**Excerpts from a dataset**
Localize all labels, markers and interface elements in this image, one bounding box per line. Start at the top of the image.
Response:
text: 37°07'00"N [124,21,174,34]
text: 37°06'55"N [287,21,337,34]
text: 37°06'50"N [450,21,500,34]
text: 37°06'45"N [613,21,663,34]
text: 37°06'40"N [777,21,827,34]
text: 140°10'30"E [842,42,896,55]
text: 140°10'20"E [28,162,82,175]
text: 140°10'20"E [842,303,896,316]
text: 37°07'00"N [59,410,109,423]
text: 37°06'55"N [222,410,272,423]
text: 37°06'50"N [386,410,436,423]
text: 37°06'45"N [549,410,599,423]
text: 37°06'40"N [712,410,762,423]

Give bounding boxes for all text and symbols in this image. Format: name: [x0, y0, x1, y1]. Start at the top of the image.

--

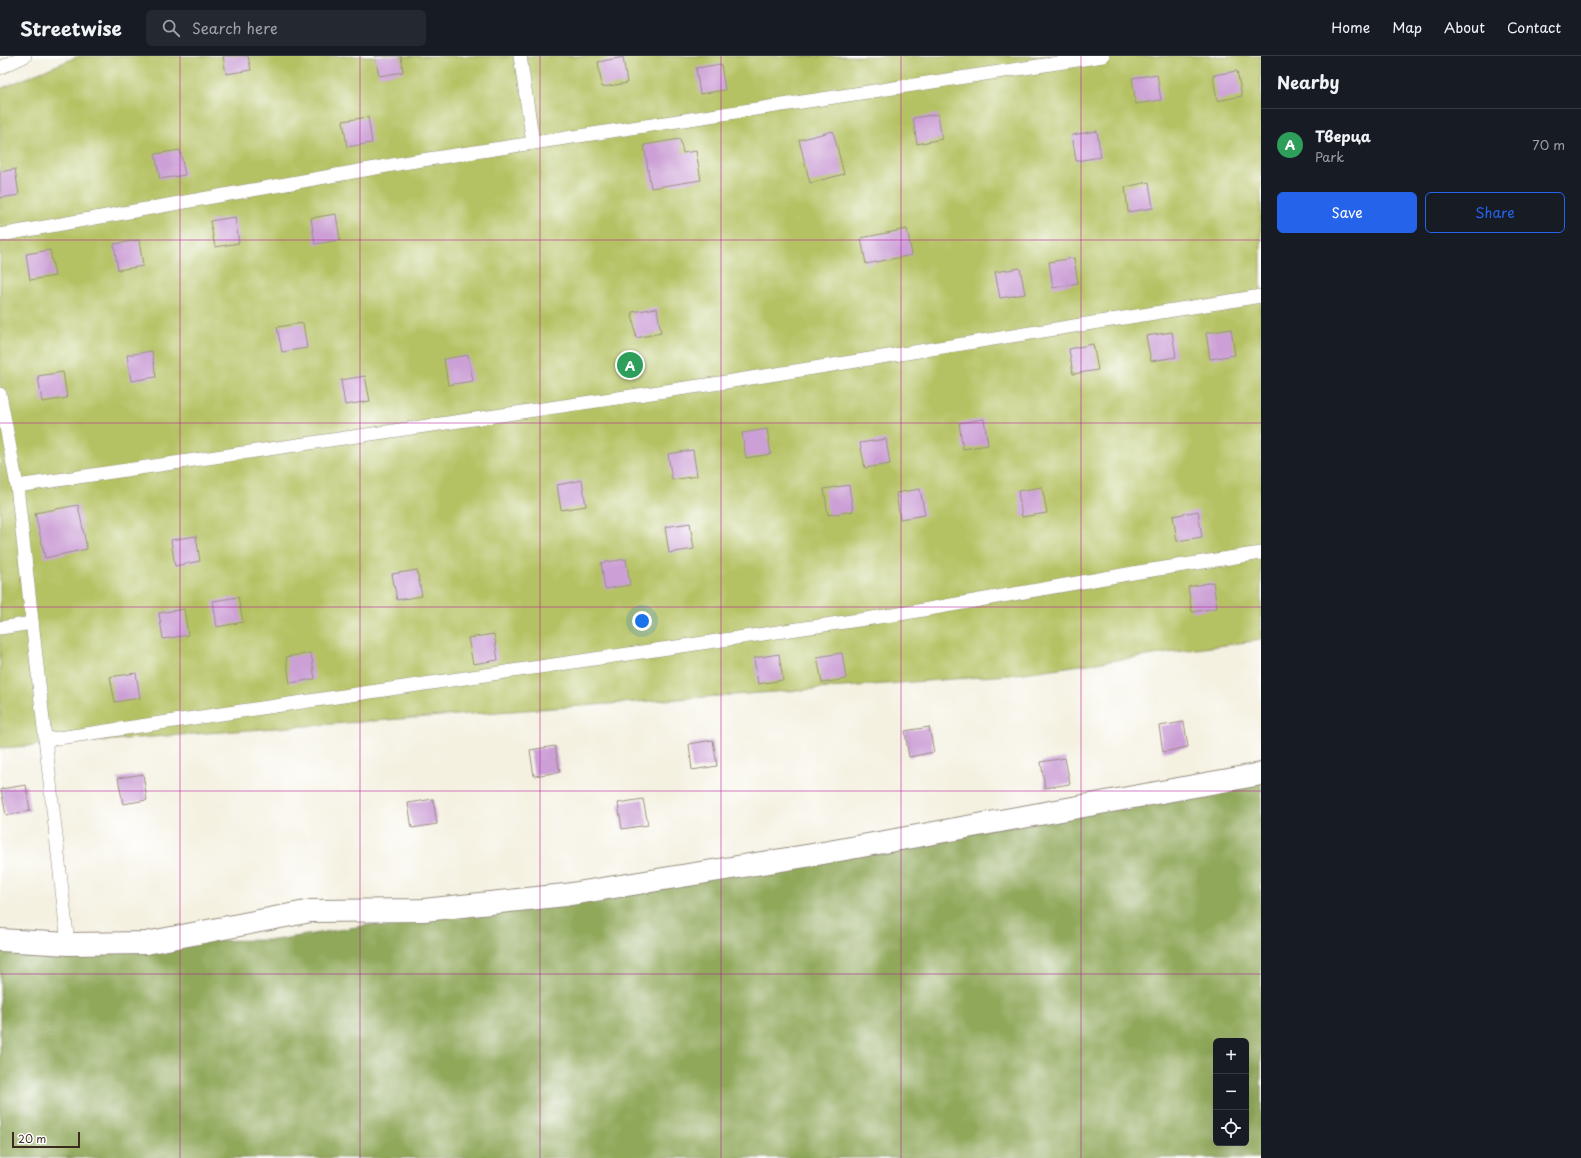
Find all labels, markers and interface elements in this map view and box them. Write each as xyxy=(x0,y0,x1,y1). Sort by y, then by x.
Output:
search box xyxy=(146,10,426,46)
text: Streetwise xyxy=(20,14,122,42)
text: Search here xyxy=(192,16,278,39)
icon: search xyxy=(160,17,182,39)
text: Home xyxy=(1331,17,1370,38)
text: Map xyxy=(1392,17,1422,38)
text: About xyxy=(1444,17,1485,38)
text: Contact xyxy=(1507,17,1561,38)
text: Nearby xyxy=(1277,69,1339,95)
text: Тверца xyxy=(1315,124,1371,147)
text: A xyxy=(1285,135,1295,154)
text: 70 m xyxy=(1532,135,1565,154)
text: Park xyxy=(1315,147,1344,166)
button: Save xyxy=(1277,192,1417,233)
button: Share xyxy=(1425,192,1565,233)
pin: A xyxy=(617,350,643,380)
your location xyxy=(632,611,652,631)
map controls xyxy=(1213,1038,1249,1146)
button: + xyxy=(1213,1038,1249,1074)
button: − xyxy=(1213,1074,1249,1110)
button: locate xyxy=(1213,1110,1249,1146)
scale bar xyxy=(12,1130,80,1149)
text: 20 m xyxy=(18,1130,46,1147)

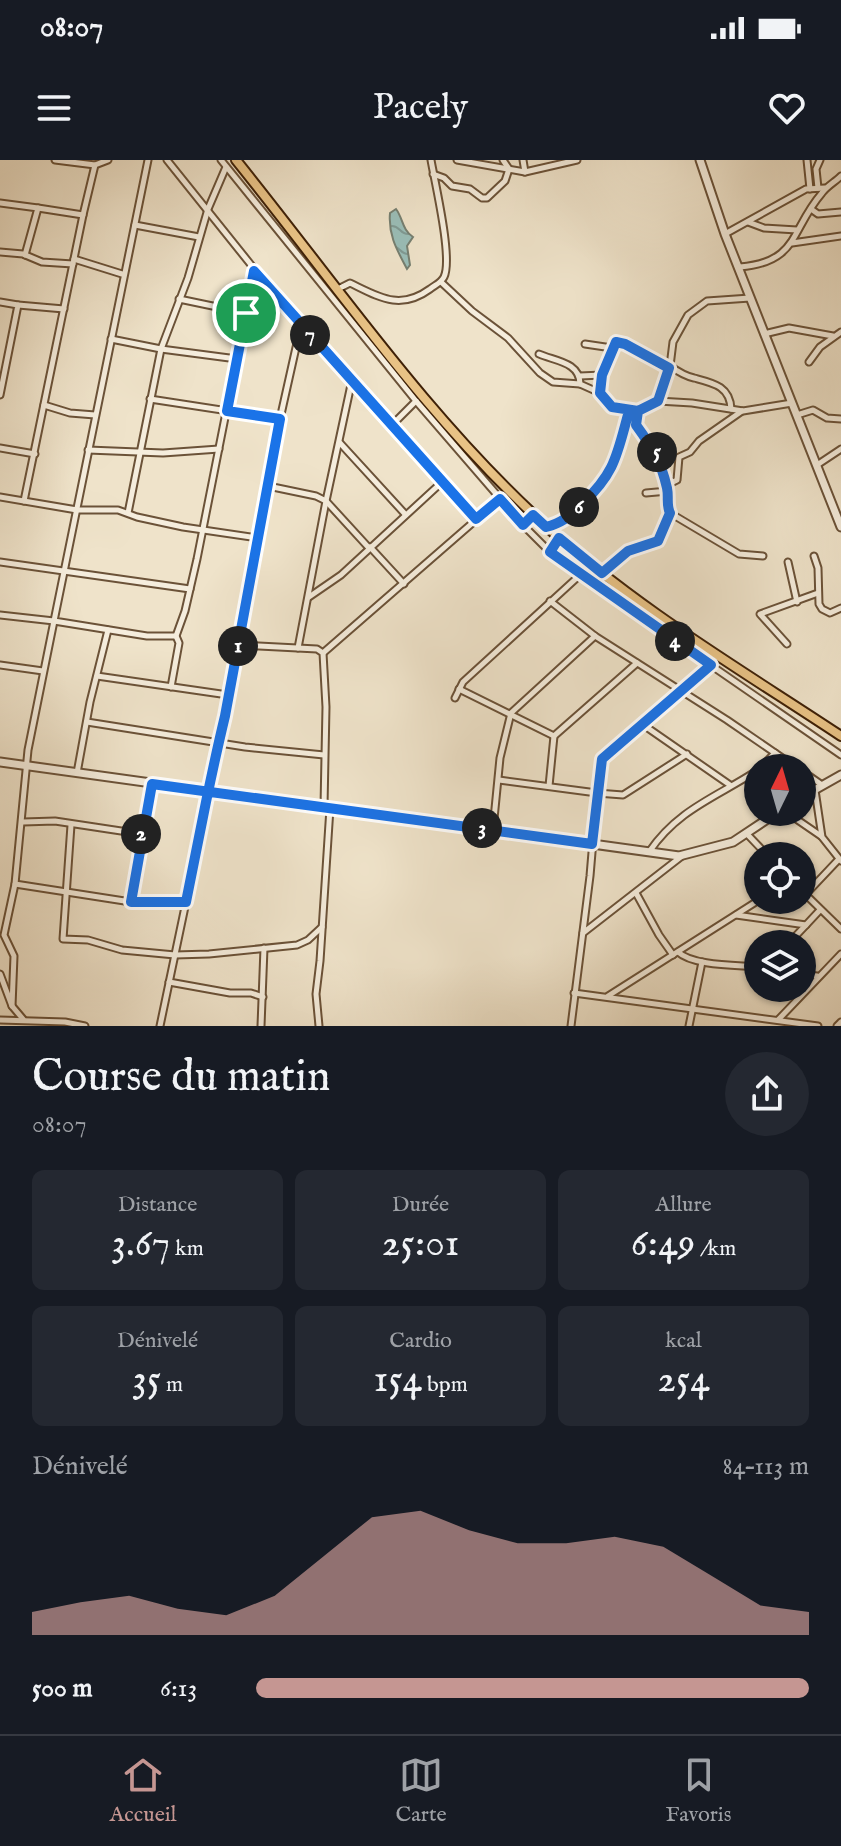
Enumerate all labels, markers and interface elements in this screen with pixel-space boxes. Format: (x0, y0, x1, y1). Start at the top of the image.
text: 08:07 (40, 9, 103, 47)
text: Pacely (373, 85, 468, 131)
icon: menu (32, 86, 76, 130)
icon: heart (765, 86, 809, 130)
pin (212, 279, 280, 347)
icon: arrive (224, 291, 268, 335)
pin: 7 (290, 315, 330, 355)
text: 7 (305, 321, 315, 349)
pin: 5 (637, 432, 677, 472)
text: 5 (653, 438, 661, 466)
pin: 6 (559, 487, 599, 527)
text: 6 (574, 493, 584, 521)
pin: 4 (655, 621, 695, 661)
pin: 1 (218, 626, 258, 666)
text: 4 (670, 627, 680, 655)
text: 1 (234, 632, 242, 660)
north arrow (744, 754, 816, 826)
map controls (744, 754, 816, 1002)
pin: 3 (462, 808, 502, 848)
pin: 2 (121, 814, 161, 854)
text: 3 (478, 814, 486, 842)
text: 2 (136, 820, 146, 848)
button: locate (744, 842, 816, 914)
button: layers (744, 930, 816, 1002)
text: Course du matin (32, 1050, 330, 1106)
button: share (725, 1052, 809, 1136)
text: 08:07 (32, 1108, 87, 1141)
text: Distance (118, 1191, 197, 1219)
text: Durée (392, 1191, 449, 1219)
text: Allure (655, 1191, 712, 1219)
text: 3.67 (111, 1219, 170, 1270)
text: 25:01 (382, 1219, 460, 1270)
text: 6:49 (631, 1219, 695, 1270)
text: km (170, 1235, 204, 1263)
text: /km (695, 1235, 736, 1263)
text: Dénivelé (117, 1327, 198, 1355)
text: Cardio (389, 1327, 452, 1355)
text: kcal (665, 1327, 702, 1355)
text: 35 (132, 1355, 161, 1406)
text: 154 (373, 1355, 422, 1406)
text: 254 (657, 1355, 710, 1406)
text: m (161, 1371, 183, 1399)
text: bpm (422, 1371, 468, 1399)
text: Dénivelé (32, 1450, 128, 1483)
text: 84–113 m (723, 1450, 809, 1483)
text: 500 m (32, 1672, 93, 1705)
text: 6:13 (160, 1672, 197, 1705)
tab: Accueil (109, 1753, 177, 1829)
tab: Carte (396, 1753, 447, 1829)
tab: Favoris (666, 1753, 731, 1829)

--

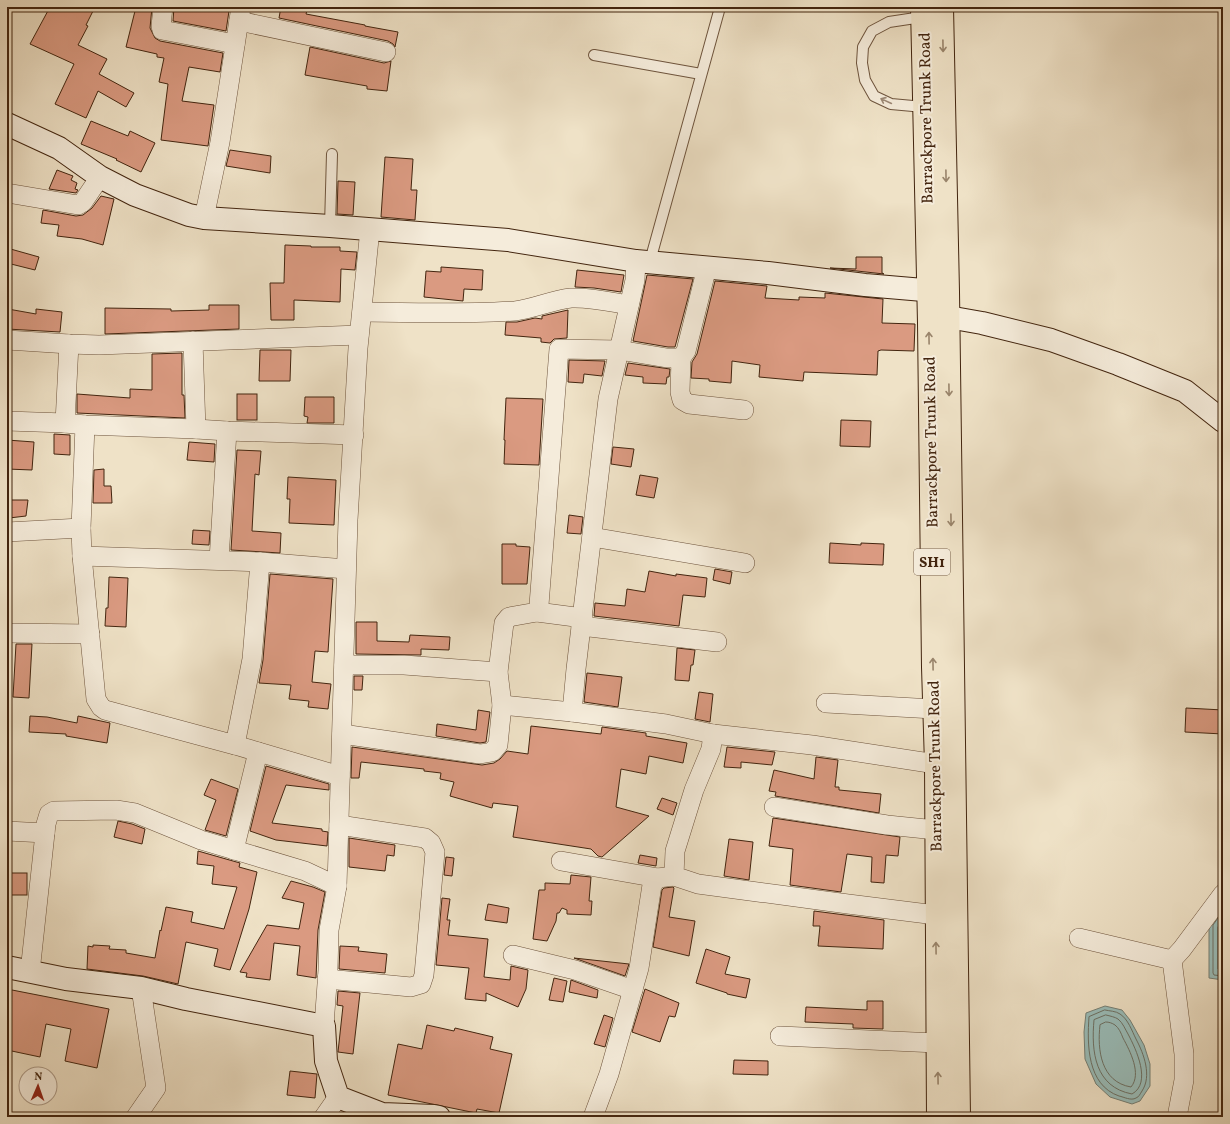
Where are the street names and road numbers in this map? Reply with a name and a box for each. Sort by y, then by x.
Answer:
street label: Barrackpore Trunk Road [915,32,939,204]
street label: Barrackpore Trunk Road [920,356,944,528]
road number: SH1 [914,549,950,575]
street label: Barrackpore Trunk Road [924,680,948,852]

**WORK TO BE COMPLETED**
Every line above from the line with "Localize all labels, markers" to the line with "Give bounding boxes" is wanted, ends included; write them out exactly and add no other line.

**ANSWER SECTION**
Localize all labels, markers and interface elements in this image, one bounding box per line. Start at the top of the image.
Response:
text: 37°07'00"N [124,21,174,34]
text: 37°06'55"N [287,21,337,34]
text: 37°06'50"N [450,21,500,34]
text: 37°06'45"N [613,21,663,34]
text: 37°06'40"N [777,21,827,34]
text: 140°10'30"E [842,42,896,55]
text: 140°10'20"E [28,162,82,175]
text: 140°10'20"E [842,303,896,316]
text: 37°07'00"N [59,410,109,423]
text: 37°06'55"N [222,410,272,423]
text: 37°06'50"N [386,410,436,423]
text: 37°06'45"N [549,410,599,423]
text: 37°06'40"N [712,410,762,423]

Give bounding boxes for all text and symbols in this image. Format: name: [x0, y0, x1, y1]. Start at the top of the image.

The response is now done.